At the time, Brill was a soon-to-be MFA graduate at the University of Minnesota, and interested in the intimate lives of female writers. Since 2018, she had run an account tweeting out a different daily passage from Susan Sontag’s diaries. In contrast to the writer’s assertive, public-facing personality, Sontag’s diaries depict a woman who struggled with insecurity and loneliness. The aloof writer became someone Brill could relate to.
When Brill revisited Plath’s diaries, she noticed a contrast between the author’s public reputation and her private thoughts, much like what she found with Sontag. The discrepancy centered on one topic. “What really jumped out to me is how much she likes food,” says Brill. “Nearly every journal entry talked about what she’d cooked and eaten.” Upon reading Plath’s letters, she found the same trend.
So on March 23, 2020, Brill sent out her first tweet from Plath’s oeuvre, a description of a meal the poet ate in 1952, when she was still a student at Smith College in Massachusetts.
Swordfish and sour cream broiled. Hollandaise and broccoli. Grape pie and icecream, rich, warm. And port, sharp, sweet, startling gulped with a sudden good sting behind the eyes and a relaxing into easy laughter. Good scalding black coffee. 1952
— Sylvia Plath’s Food Diary (@whatsylviaate) March 24, 2020
Brill has tweeted out a meal from Plath’s writings once a day ever since. Every Sunday, her collaborator, Lily Gibbs Taylor, illustrates one of the tweets.
Brill doesn’t identify as an avid cook. “I’m by no means a foodie,” she says. But as a writer, she has a gnawing curiosity for intimate details; she’s the kind of person who’s always asking her friends what they eat. In Plath’s case, the focus on food provided a counter-narrative to the popular portrayal of the poet as an alluringly waifish, doomed woman.

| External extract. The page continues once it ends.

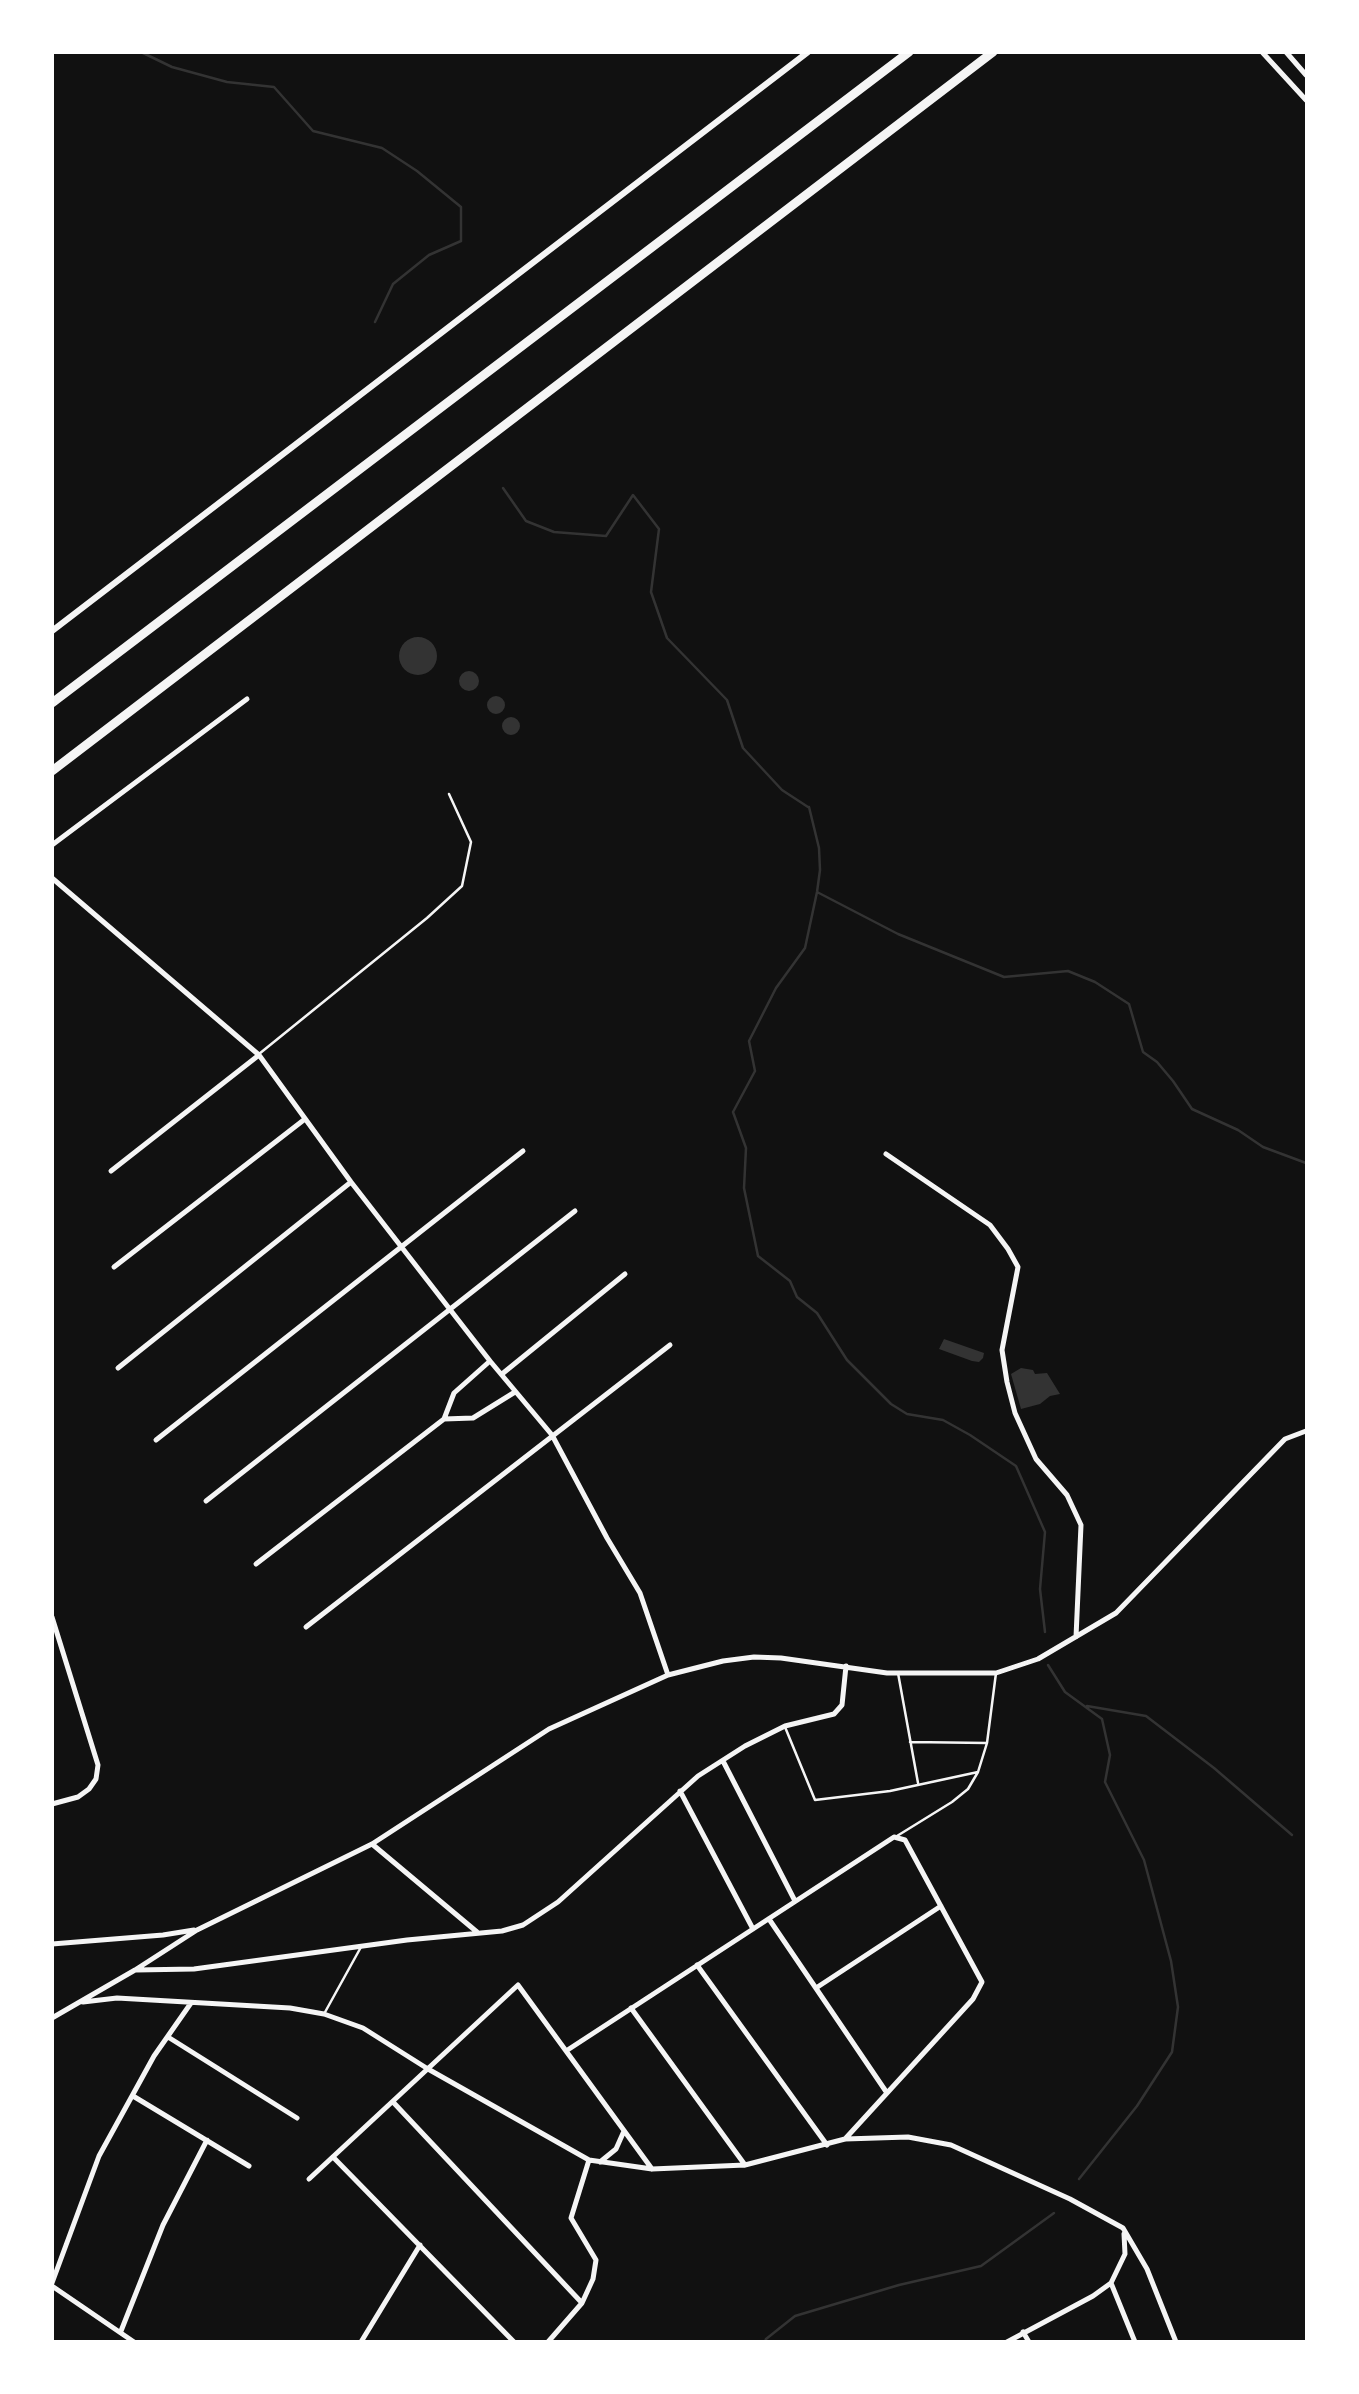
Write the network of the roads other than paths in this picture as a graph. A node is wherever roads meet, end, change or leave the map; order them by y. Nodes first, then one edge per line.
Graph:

“A lot of people don’t know that much about Sylvia Plath, but know the story of her suicide,” says Brill. Plath, who struggled with depression her entire life, committed suicide in 1963, at the age of 30, by inhaling oven gas. According to the popular myth of Plath’s suicide, Brill says, “She felt so trapped by domesticity that she stuck her head in the very trap, the very cage that was entrapping her.” Plath’s marriage was indeed traumatic; she described physical and emotional abuse at the hands of her husband, poet Ted Hughes. Yet many accounts of Plath’s life respond to this hardship by glamorizing Plath as a tragic figure, too lost in poetry for daily realities such as food, and possibly suffering from anorexia.

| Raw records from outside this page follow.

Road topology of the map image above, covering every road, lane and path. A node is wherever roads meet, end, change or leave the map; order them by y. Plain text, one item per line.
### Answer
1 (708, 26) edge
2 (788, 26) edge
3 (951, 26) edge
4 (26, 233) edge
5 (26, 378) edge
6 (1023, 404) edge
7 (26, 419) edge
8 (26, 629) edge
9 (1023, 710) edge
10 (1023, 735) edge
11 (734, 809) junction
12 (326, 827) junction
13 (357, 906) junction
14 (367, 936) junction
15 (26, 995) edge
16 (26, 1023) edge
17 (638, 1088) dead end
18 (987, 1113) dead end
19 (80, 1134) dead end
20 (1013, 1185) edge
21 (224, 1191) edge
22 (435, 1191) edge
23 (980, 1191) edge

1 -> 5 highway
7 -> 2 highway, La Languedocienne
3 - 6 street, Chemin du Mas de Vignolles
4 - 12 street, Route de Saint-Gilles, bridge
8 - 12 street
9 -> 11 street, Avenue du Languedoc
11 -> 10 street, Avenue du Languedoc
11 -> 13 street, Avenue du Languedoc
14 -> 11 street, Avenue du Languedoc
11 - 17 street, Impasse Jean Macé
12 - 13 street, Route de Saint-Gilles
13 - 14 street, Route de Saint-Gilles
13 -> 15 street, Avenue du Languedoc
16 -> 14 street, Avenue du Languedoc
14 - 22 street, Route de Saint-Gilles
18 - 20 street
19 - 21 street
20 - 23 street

It’s true, says Brill, that Plath’s journals are full of fear that her socially imposed duties as a wife and mother will drown out her poetic voice. Several of her food descriptions embody this tension, as in this description, when a 19-year-old Plath worries that she’ll have to marry and sacrifice her career.
God, must I lose it in cooking scrambled eggs for a man? 1951
— Sylvia Plath’s Food Diary (@whatsylviaate) February 12, 2021
Yet Plath’s diaries reveal a much more complex relationship to food and domesticity than portrayed in most popular depictions of Plath. As much as Plath resented the patriarchal limitations placed upon her, she also enjoyed the sensuousness of daily life. The diaries include a relationship to food that was often pleasure-filled, abundant, as in this reflection from a London dinner with Hughes, shortly before the birth of her first child.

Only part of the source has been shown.